Geologist weighs in on volcanic eruption
The Eyjafjallajökull volcano in Iceland erupted twice in less than a month, leading to the cancellation of trans-Atlantic flights and leaving thousands of passengers stranded in Europe.
Dr. Jonathan Snow, associate professor of isotope geochemistry, said that two events may have caused the eruptions.
“Iceland is sitting on top of a major plates boundary where two tectonic plates are spreading apart,” Snow said. “The second thing that causes volcanism there is the deep metal hot spot. The combination of those two things makes the volcanoes in Iceland the largest volcanoes I’ve found on any mid-ocean ridge plate boundary.”

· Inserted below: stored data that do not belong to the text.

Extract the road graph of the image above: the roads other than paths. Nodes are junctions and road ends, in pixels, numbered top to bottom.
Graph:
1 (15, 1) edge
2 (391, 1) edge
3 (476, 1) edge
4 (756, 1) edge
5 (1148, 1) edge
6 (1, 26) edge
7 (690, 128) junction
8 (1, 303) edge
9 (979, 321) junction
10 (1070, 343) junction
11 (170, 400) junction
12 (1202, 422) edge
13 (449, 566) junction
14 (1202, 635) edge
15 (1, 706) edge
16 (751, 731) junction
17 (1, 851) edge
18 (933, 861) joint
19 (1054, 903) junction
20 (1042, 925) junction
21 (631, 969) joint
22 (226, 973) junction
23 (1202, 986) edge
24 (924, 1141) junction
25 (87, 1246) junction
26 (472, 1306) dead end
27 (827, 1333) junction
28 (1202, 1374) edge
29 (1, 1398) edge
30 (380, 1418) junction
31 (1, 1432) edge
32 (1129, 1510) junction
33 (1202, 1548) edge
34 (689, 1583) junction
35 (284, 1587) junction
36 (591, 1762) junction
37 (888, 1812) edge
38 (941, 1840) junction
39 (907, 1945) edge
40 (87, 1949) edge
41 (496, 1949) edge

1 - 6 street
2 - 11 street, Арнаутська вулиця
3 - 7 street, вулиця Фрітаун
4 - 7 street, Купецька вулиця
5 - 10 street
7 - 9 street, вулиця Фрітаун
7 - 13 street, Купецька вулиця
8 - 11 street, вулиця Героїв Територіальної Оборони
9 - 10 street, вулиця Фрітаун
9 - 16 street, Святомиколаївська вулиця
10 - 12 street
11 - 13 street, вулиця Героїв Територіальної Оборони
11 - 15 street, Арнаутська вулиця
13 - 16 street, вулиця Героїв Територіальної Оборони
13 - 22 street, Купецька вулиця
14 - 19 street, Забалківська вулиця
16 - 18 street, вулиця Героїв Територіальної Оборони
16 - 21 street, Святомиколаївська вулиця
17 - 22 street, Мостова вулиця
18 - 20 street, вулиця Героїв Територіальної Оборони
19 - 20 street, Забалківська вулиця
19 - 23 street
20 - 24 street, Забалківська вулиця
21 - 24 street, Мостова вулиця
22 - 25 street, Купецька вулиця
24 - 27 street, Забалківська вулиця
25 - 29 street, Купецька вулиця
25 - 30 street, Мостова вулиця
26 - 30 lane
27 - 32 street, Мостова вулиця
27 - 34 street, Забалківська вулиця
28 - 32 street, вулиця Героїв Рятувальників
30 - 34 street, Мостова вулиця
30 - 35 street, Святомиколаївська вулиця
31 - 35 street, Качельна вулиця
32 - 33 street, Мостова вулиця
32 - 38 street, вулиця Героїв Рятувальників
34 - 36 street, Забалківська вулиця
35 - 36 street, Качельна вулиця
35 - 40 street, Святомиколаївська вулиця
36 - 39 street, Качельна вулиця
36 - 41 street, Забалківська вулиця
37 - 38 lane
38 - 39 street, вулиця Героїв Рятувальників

Snow said the Eyjafjallajökull volcano is at the tail end of the main eruption phase and there is still lava pouring out.

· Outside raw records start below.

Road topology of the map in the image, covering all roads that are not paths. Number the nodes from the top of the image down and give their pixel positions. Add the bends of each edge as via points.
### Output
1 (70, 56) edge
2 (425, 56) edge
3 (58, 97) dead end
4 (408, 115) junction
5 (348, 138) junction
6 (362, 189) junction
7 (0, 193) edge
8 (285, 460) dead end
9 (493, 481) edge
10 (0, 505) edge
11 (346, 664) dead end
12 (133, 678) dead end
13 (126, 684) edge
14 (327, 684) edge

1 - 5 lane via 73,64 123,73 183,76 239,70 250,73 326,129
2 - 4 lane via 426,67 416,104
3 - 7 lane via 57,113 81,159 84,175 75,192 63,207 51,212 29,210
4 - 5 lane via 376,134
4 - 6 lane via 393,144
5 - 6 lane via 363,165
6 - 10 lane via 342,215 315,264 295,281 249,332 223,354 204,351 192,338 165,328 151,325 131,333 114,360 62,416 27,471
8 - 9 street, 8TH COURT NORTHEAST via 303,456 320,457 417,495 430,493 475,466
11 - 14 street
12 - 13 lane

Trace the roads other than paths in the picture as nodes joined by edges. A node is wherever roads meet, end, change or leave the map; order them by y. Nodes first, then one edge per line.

He said that even though this part of the eruption is over, the erupting cycle could start up again. There are a few eruptive events that could last weeks or months.
Snow said the volcano is small, but its eruption has garnered so much attention because its ash cloud has blown over four of the top 10 airports in the world. Though the ash cloud was high enough to affect air traffic, it is unlikely there will be any climate disruption.
Professor Snow said he doesn’t believe this incident has anything to do with global warming.
Snow said some of the farmers living in the area had to deal with volcanic ash, which may make it difficult to farm there for a few years.
Also, a nearby volcano, Katla, has historically erupted after the Eyjafjallajökull volcano. Many people are speculating if that will happen this time.
“There has not been any attributable measurements or seismic evidence that Katla will erupt,” Snow said.